Mamma morta in casa da 2 mesi: perizia psichiatrica per la figlia

7 Settembre 2024

La Procura chiede l’esame per stabilire se la donna fosse capace di intendere e di volere L’avvocato: «L’autorità giudiziaria ha anticipato una richiesta che la difesa era pronta a fare»

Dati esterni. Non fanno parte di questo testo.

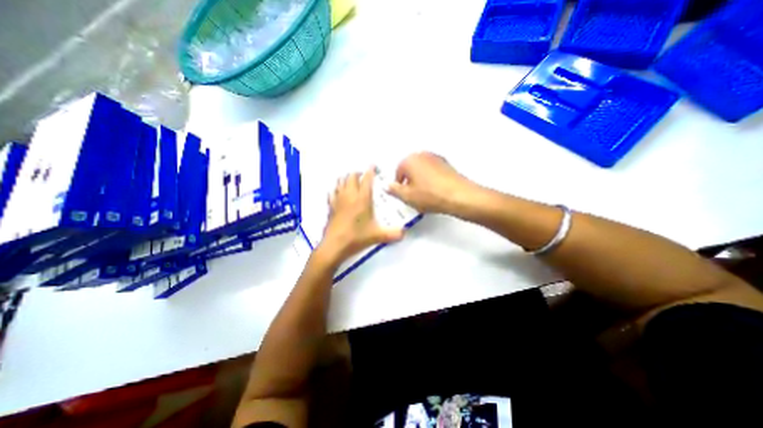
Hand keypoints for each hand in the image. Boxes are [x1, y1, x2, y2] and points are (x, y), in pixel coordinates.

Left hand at [316, 165, 405, 263]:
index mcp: (362, 199)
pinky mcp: (330, 207)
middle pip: (352, 177)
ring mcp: (338, 200)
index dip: (370, 170)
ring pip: (340, 182)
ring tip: (352, 181)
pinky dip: (336, 189)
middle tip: (364, 175)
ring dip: (346, 178)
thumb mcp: (378, 236)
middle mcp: (350, 196)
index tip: (372, 165)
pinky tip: (338, 192)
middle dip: (358, 173)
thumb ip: (393, 234)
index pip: (367, 179)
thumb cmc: (357, 237)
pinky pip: (332, 192)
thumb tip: (404, 233)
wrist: (335, 245)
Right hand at [388, 152, 475, 215]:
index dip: (399, 184)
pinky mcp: (446, 164)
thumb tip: (389, 186)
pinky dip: (431, 179)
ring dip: (420, 180)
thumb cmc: (433, 195)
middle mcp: (422, 155)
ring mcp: (436, 158)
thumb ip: (394, 190)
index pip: (398, 171)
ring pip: (421, 169)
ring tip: (424, 194)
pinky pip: (432, 171)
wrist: (458, 196)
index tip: (401, 192)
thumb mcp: (407, 196)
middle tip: (412, 194)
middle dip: (409, 180)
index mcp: (410, 160)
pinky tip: (433, 191)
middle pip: (410, 168)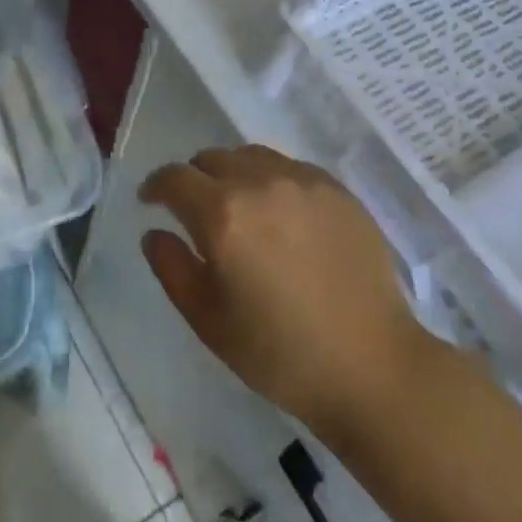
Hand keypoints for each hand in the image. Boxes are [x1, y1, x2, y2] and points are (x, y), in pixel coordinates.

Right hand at [140, 146, 441, 433]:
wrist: (371, 365)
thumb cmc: (279, 352)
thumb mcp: (208, 320)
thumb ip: (171, 267)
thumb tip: (156, 233)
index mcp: (222, 214)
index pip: (174, 178)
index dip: (155, 186)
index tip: (150, 202)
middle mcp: (260, 183)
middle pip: (211, 159)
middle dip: (193, 180)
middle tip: (195, 211)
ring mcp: (303, 182)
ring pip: (251, 156)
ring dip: (232, 174)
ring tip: (238, 207)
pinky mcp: (337, 190)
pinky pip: (289, 168)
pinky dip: (270, 180)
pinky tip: (280, 214)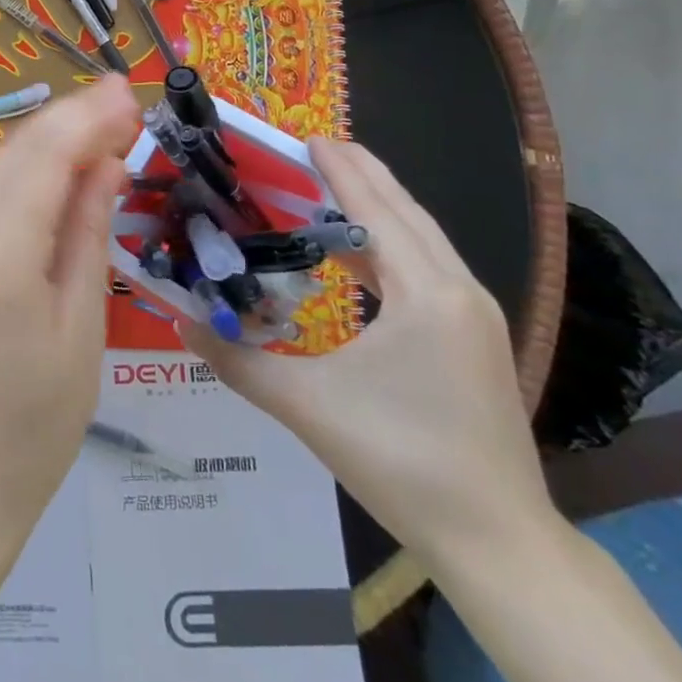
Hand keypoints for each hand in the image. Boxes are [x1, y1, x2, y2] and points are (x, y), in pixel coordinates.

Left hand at [0, 73, 140, 536]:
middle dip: (72, 115)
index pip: (46, 154)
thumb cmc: (34, 424)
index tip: (132, 90)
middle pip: (20, 148)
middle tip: (125, 98)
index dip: (88, 115)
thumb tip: (106, 164)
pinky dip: (32, 169)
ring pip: (3, 165)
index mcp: (1, 250)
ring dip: (51, 136)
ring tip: (103, 121)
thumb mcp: (80, 328)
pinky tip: (64, 168)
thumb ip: (88, 234)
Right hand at [180, 137, 554, 570]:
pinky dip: (389, 247)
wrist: (499, 544)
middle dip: (362, 175)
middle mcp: (458, 291)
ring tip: (330, 187)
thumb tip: (182, 323)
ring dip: (378, 208)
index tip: (308, 136)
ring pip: (422, 239)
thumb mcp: (309, 407)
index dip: (341, 170)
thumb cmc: (403, 462)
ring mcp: (474, 316)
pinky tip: (356, 256)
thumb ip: (240, 361)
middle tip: (314, 148)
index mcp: (426, 293)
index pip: (376, 210)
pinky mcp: (474, 340)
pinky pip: (427, 269)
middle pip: (406, 212)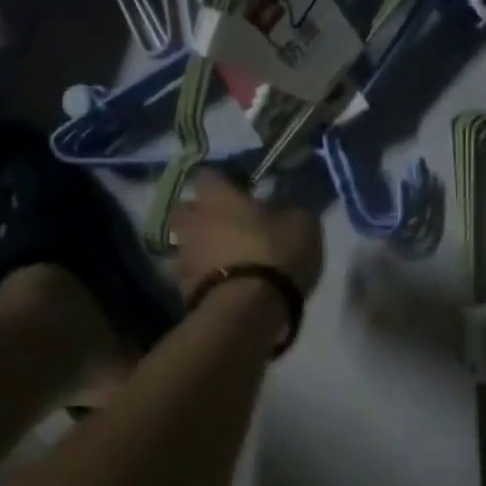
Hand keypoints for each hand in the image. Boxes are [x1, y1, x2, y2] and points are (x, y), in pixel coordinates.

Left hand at [169, 171, 323, 301]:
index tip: (244, 190)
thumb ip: (290, 211)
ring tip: (233, 258)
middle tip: (231, 223)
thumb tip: (284, 211)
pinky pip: (195, 273)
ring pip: (189, 242)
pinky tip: (231, 283)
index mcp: (218, 197)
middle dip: (204, 214)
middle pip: (188, 209)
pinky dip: (209, 275)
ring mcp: (183, 256)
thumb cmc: (275, 254)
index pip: (209, 174)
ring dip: (206, 247)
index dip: (225, 182)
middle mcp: (193, 221)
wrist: (246, 311)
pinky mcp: (183, 289)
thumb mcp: (303, 225)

TERAMO. Le certezze dell’autopsia hanno consegnato sin da subito agli atti dell’inchiesta giudiziaria la dimensione del dramma: per un periodo compreso tra uno e due mesi la figlia ha tenuto nascosto in casa il corpo della mamma Franca D’Agostino, la 77enne teramana che il 21 luglio scorso è stata trovata nel suo alloggio di via Arno sotto coperte bagnate che la donna convivente avrebbe usato nel tentativo di neutralizzare l’odore di un corpo in decomposizione. Ora sarà una perizia psichiatrica chiesta dal pm Greta Aloisi con la formula dell’incidente probatorio a stabilire se la 43enne, indagata per occultamento di cadavere, fosse capace di intendere e di volere al momento dei fatti, se sia processualmente capace (ovvero in grado di rendersi conto di essere sottoposta a un procedimento giudiziario) e se sia socialmente pericolosa.
Nella richiesta il pm ha messo nero su bianco i tempi: «Per aver occultato il cadavere della madre per un periodo di uno o due mesi dopo il decesso, avvenuto presso la comune abitazione, lasciandolo giacere sul letto, celato da alcune coperte, senza provvedere ad informarne alcuno». Nei prossimi giorni il giudice dovrebbe fissare l’udienza per la nomina del consulente e l’affidamento della perizia.
Secondo l’autopsia eseguita all’epoca dal medico legale Giuseppe Sciarra, che ha confermato la morte per malore, il decesso risalirebbe a 7-15 settimane prima della scoperta del corpo. Un tempo infinito in cui mamma e figlia sono rimaste invisibili a tutti. La figlia un primo momento aveva raccontato che aspettava il risveglio della mamma. Al suo avvocato Daniele Contrisciani, che subito l’aveva incontrata in ospedale dove è stata ricoverata in psichiatria prima di essere trasferita in una struttura per seguire una terapia, aveva ripetuto di essere molto dispiaciuta per quello che era successo e di non aver mai avuto intenzione di fare del male alla mamma. «Si è sentita male in bagno», aveva raccontato la 43enne al suo legale, «e io l’ho portata sul letto. Aspettavo si svegliasse da un momento all’altro». Tra gli accertamenti investigativi delegati inizialmente ai carabinieri anche quelli sui due computer sequestrati alla donna insieme al telefono cellulare.
Così dichiara l’avvocato Contrisciani: «Esprimo soddisfazione per il provvedimento chiesto dalla Procura che in questo modo ha anticipato una richiesta che questa difesa era pronta a fare tra qualche tempo nel pieno interesse della propria assistita».